**Directions:** Please retype the records below exactly, from the first line through the line containing "ring pip: (632, 248)", and leave out any pictures.

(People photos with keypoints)

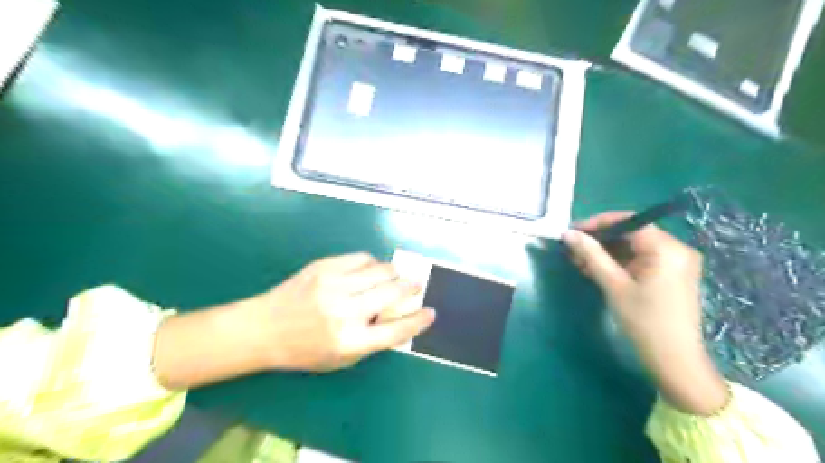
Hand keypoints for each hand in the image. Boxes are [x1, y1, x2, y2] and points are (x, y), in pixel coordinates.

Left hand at [155, 253, 438, 389]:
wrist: (263, 328)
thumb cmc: (304, 350)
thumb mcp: (341, 359)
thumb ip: (372, 341)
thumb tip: (400, 319)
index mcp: (350, 341)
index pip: (396, 330)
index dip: (419, 320)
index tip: (430, 312)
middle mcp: (345, 311)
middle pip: (393, 292)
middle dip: (411, 287)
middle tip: (416, 285)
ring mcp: (334, 285)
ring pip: (380, 270)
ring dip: (394, 273)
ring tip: (394, 276)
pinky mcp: (324, 266)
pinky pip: (361, 258)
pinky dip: (372, 263)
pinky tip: (371, 269)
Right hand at [562, 211, 726, 413]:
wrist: (674, 361)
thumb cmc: (644, 321)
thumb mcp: (614, 285)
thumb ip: (591, 255)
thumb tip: (568, 234)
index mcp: (667, 249)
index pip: (628, 222)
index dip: (598, 223)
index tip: (573, 231)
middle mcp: (675, 250)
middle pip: (630, 234)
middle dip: (599, 241)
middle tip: (572, 250)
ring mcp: (674, 263)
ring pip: (632, 248)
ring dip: (605, 253)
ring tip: (578, 261)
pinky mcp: (669, 275)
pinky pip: (639, 260)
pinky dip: (617, 264)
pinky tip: (594, 270)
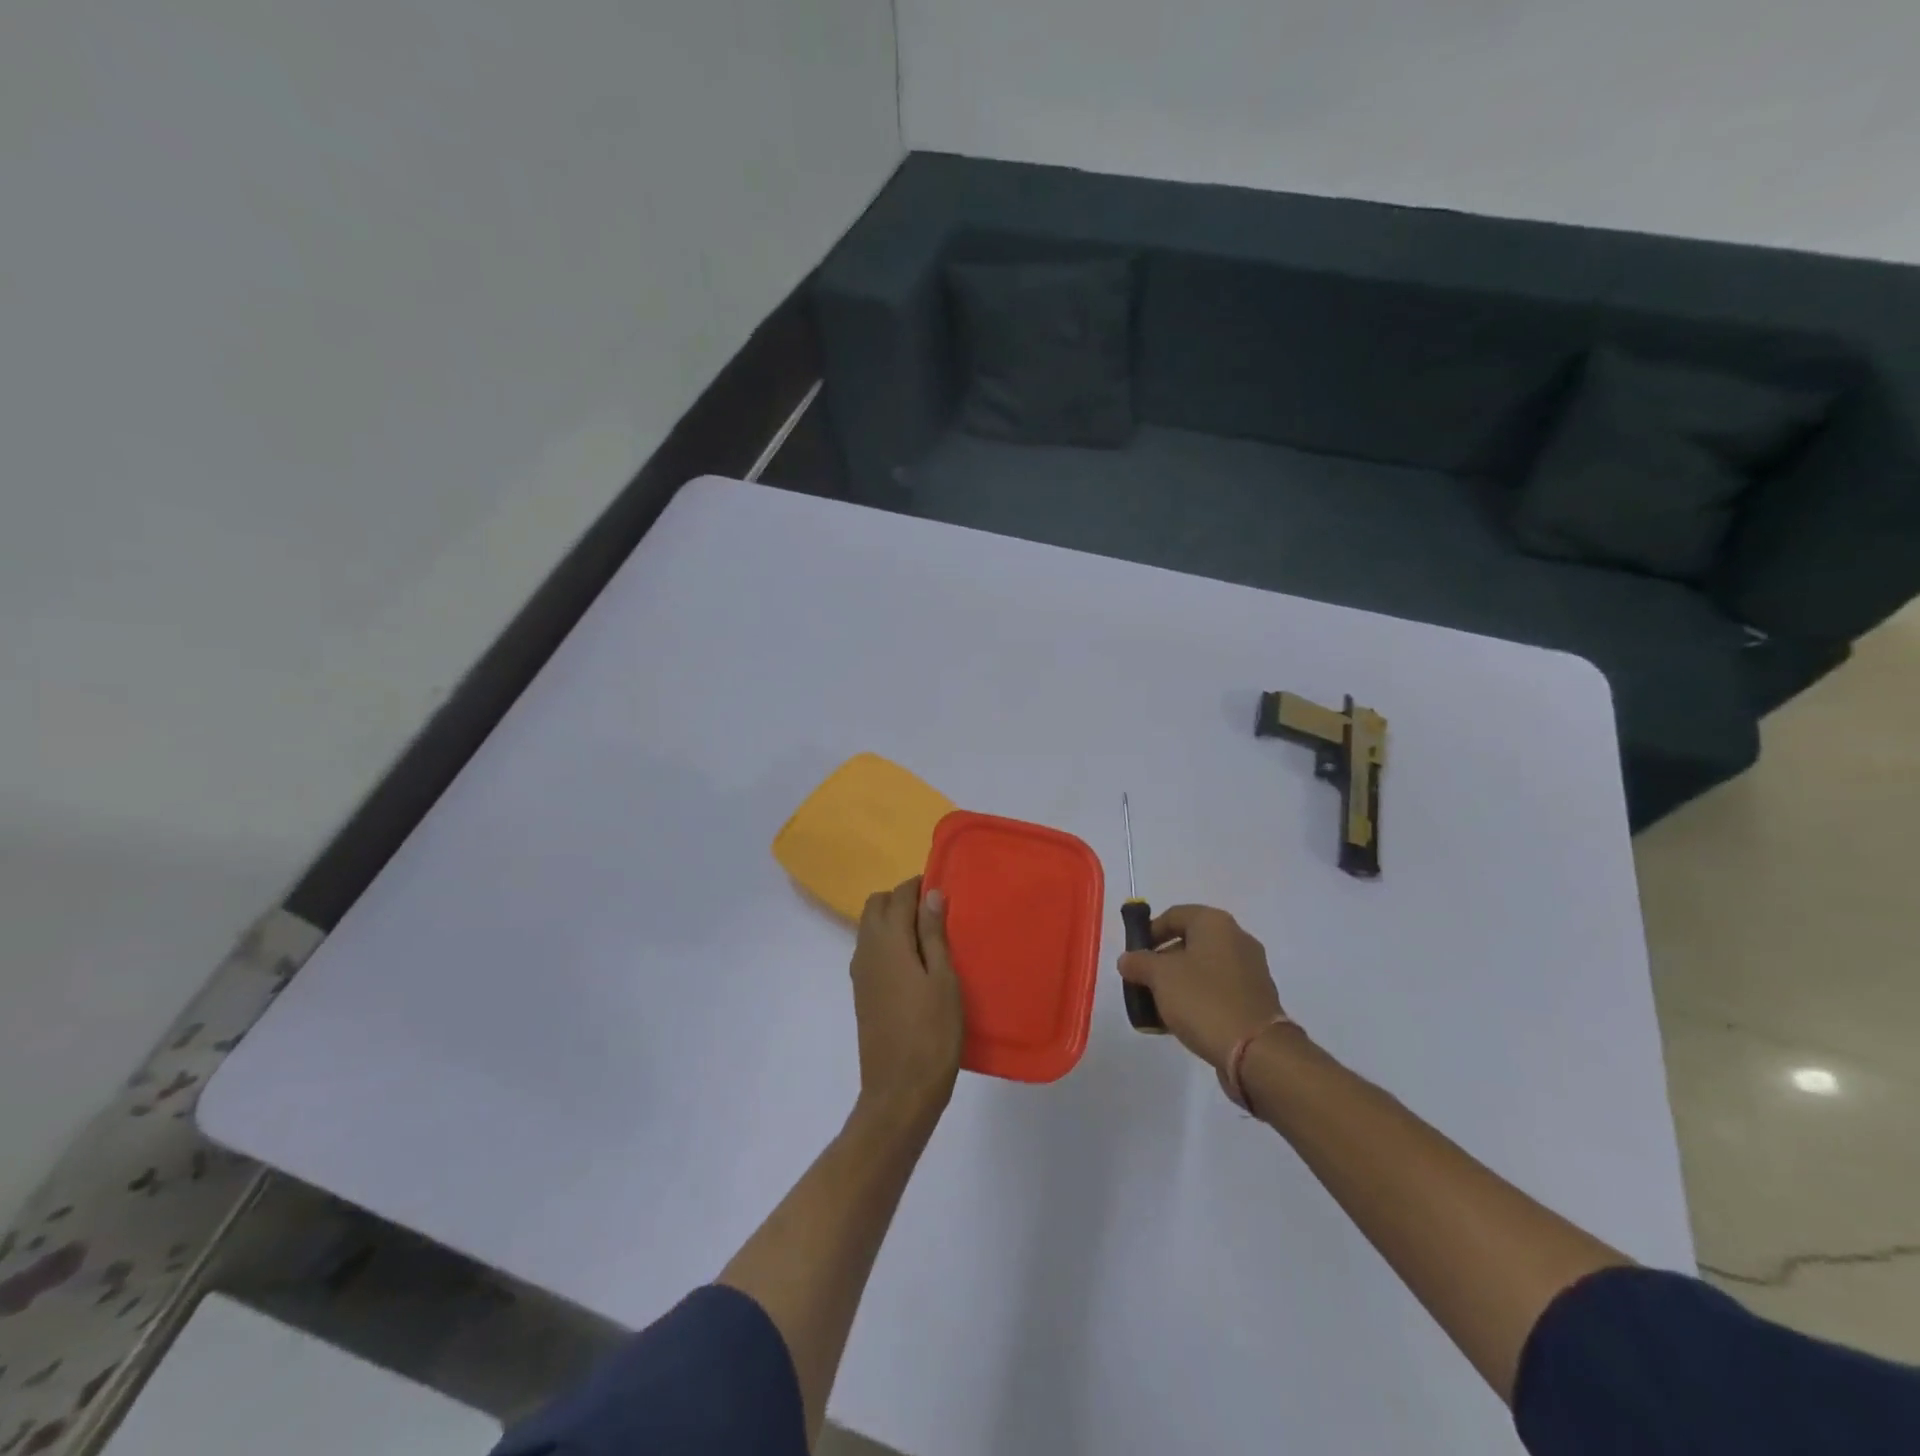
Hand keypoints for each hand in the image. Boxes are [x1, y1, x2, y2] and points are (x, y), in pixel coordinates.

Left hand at [850, 877, 964, 1127]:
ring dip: (893, 920)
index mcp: (888, 941)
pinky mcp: (861, 992)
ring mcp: (860, 972)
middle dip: (902, 899)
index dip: (920, 886)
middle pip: (876, 905)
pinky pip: (870, 950)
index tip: (944, 890)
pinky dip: (888, 942)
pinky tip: (913, 963)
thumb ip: (933, 934)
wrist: (900, 1091)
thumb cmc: (932, 1033)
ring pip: (870, 927)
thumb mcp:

**Solution below:**
Hand keypoints for each hand in the image. Boxes are [x1, y1, x2, y2] and points are (x, y), in pixel coordinates.

Left hand at [155, 253, 438, 389]:
wrist: (263, 328)
thumb cmc: (304, 350)
thumb mcp: (341, 359)
thumb ip: (372, 341)
thumb tip: (400, 319)
index mcp: (350, 341)
index pip: (396, 330)
index dip: (419, 320)
index tip: (430, 312)
middle mcp: (345, 311)
middle pip: (393, 292)
middle dip: (411, 287)
middle tip: (416, 285)
ring mcp: (334, 285)
ring pip: (380, 270)
ring dip: (394, 273)
ring tip: (394, 276)
pinky mcp: (324, 266)
pinky pip: (361, 258)
pinky dip: (372, 263)
pinky tip: (371, 269)
Right hand at [562, 211, 726, 413]:
wrist: (674, 361)
thumb cmc: (644, 321)
thumb mcp: (614, 285)
thumb ip: (591, 255)
thumb tip: (568, 234)
index mcp: (667, 249)
index pip: (628, 222)
index dip: (598, 223)
index tip: (573, 231)
middle mcp: (675, 250)
middle pip: (630, 234)
middle dip: (599, 241)
middle tip: (572, 250)
ring mcp: (674, 263)
ring pip: (632, 248)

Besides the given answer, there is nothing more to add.